Théorisé dans les années 1970 par le pédopsychiatre américain Richard Gardner, et non reconnu par la communauté scientifique, le SAP est une construction controversée par laquelle ledit parent aliénant amènerait son enfant à partager des idées fausses sur l'autre parent.

Ainsi, dans les cas d'inceste, il est fréquent que le parent agresseur tienne le parent protecteur pour responsable des plaintes de l'enfant. Souvent, la diffusion de ce concept détourne la responsabilité en dirigeant l'attention contre le parent protecteur, suspecté de manipuler son enfant. Ce concept permet au parent agresseur de discréditer la parole de l'enfant qui révèle l'inceste qu'il subit, et de renverser la culpabilité au détriment du parent protecteur.

Le SAP est dénoncé par plusieurs magistrats, psychiatres et chercheurs, mais aussi par la commission indépendante sur l'inceste et les violences sexuelles faites aux enfants (CIIVISE).

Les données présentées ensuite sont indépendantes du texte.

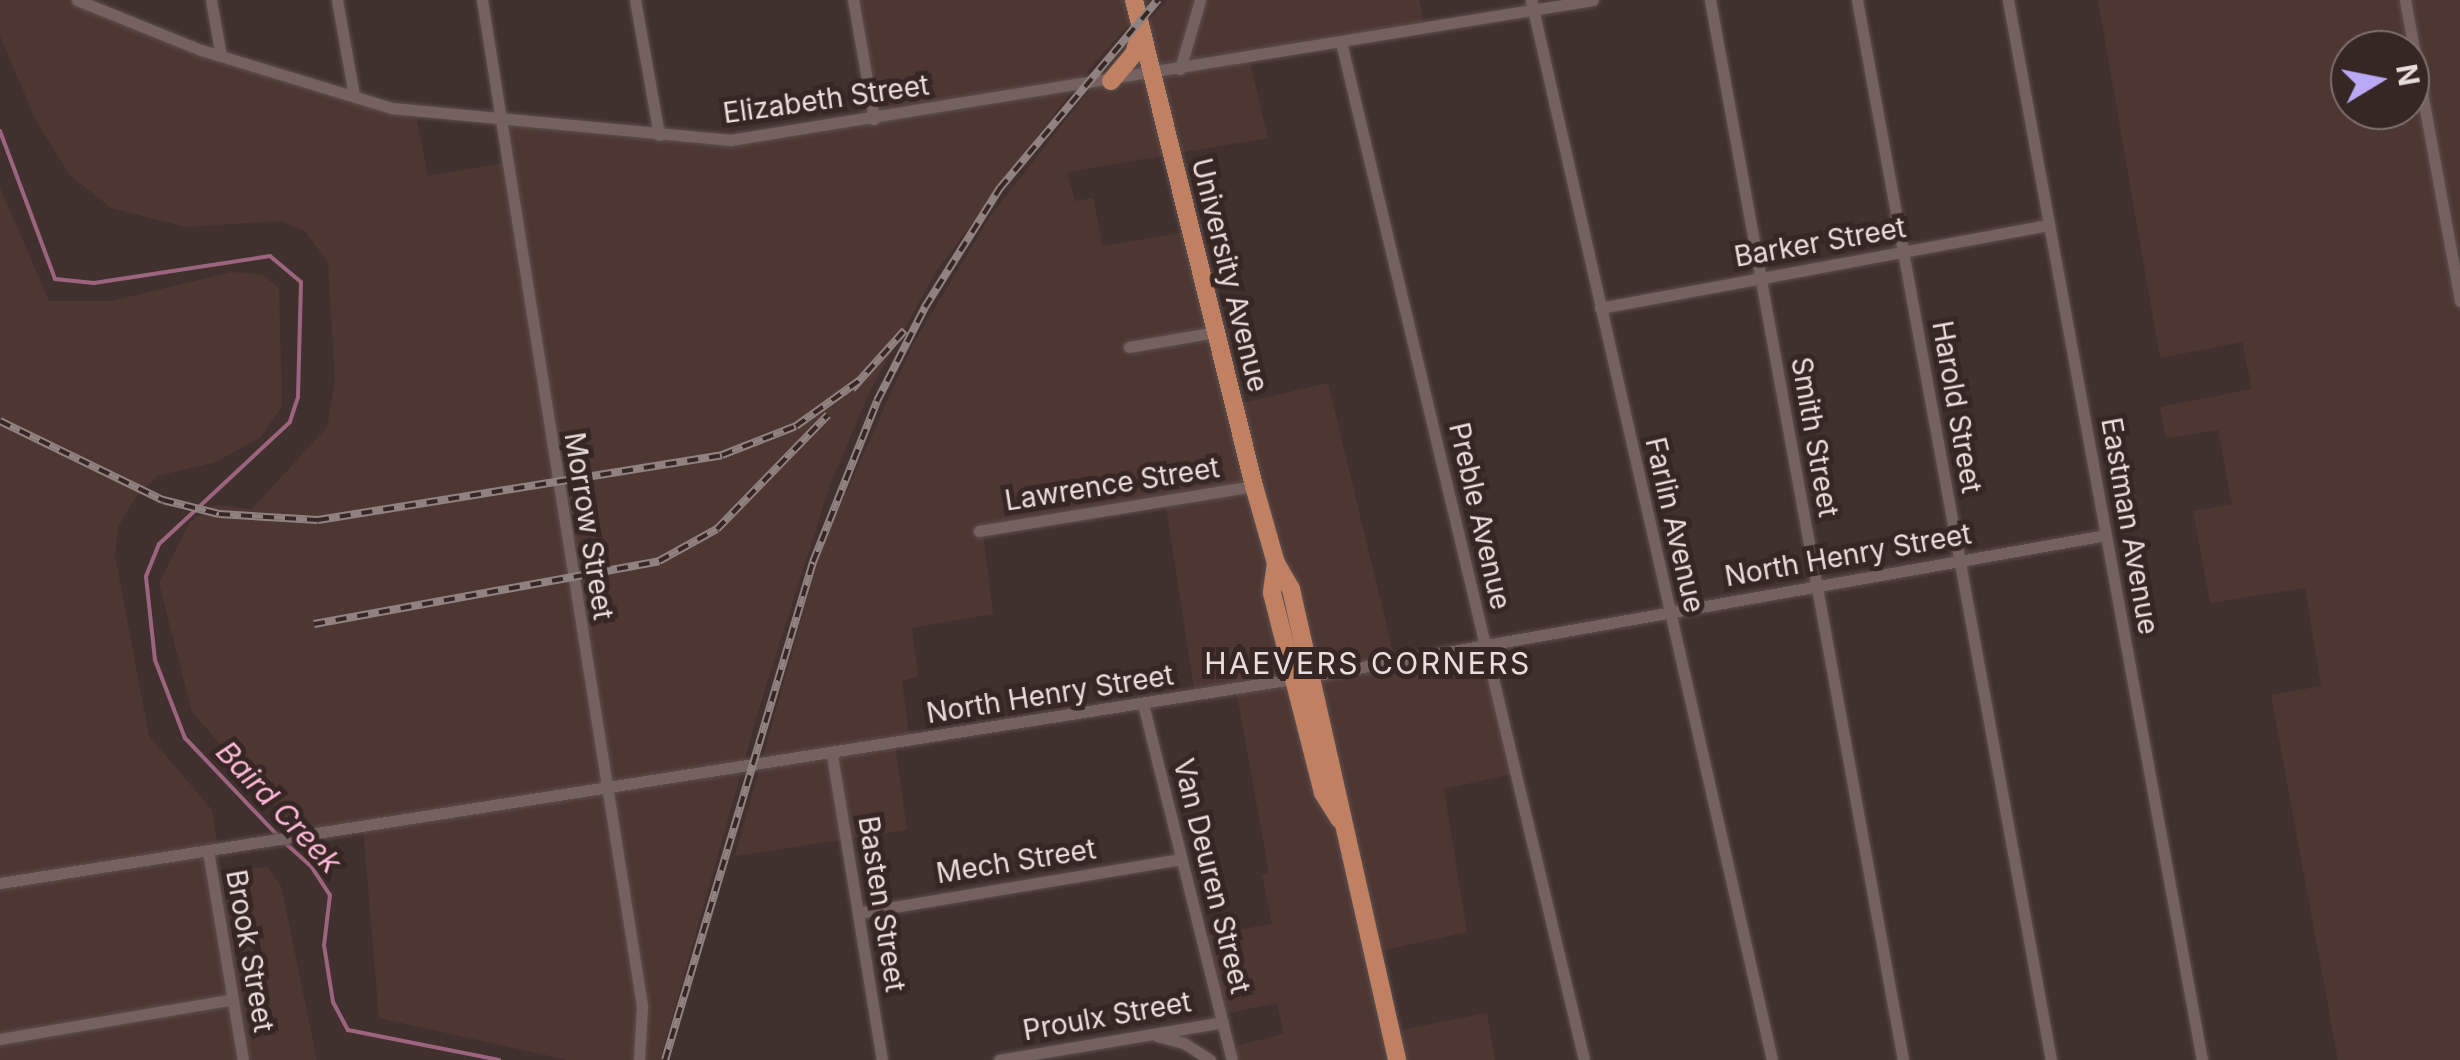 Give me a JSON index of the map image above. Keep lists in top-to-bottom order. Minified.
{"streets":{"main road":["University Avenue"],"street":["Elizabeth Street","Barker Street","Harold Street","Smith Street","Lawrence Street","Preble Avenue","Farlin Avenue","Morrow Street","Eastman Avenue","North Henry Street","Mech Street","Van Deuren Street","Basten Street","Brook Street","Proulx Street"]},"crossings":[["Elizabeth Street","University Avenue"],["Elizabeth Street","Preble Avenue"],["Elizabeth Street","Farlin Avenue"],["Elizabeth Street","Morrow Street"],["Barker Street","Harold Street"],["Barker Street","Smith Street"],["Barker Street","Farlin Avenue"],["Barker Street","Eastman Avenue"],["University Avenue","Lawrence Street"],["University Avenue","North Henry Street"],["Harold Street","North Henry Street"],["Smith Street","North Henry Street"],["Preble Avenue","North Henry Street"],["Farlin Avenue","North Henry Street"],["Morrow Street","North Henry Street"],["Eastman Avenue","North Henry Street"],["North Henry Street","Van Deuren Street"],["North Henry Street","Basten Street"],["North Henry Street","Brook Street"],["Mech Street","Van Deuren Street"],["Mech Street","Basten Street"],["Van Deuren Street","Proulx Street"]],"districts":["HAEVERS CORNERS"],"water":["Baird Creek"],"north":"right"}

Dans l'ouvrage collectif « Violences sexuelles, en finir avec l'impunité », le juge pour enfants et ancien président de la CIIVISE souligne que ce concept contribue à occulter les violences dénoncées par les enfants, à l'heure où 160 000 enfants sont victimes de violences sexuelles tous les ans en France.

Dans sa résolution du 6 octobre 2021 sur les conséquences des violences conjugales et des droits de garde sur les femmes et les enfants, le Parlement européen exhorte les États de l'Union européenne « à ne pas reconnaître le SAP dans leur pratique judiciaire et leur droit », avec l'argumentation suivante : « deux des institutions les plus prestigieuses en matière de santé mentale, à savoir l'organisation mondiale de la santé et l'association américaine de psychologie, rejettent le recours à la notion de syndrome d'aliénation parentale et à d'autres notions et expressions du même ordre, car elles peuvent être employées au détriment des victimes de violence pour remettre en cause leurs aptitudes parentales, écarter leurs propos et faire abstraction de la violence à laquelle les enfants sont exposés; (...) les services et acteurs étatiques, y compris par ceux qui décident de la garde des enfants, doivent considérer les accusations d'aliénation parentale portées par des pères abusifs à l'encontre des mères comme la continuation du pouvoir et du contrôle de ces derniers ».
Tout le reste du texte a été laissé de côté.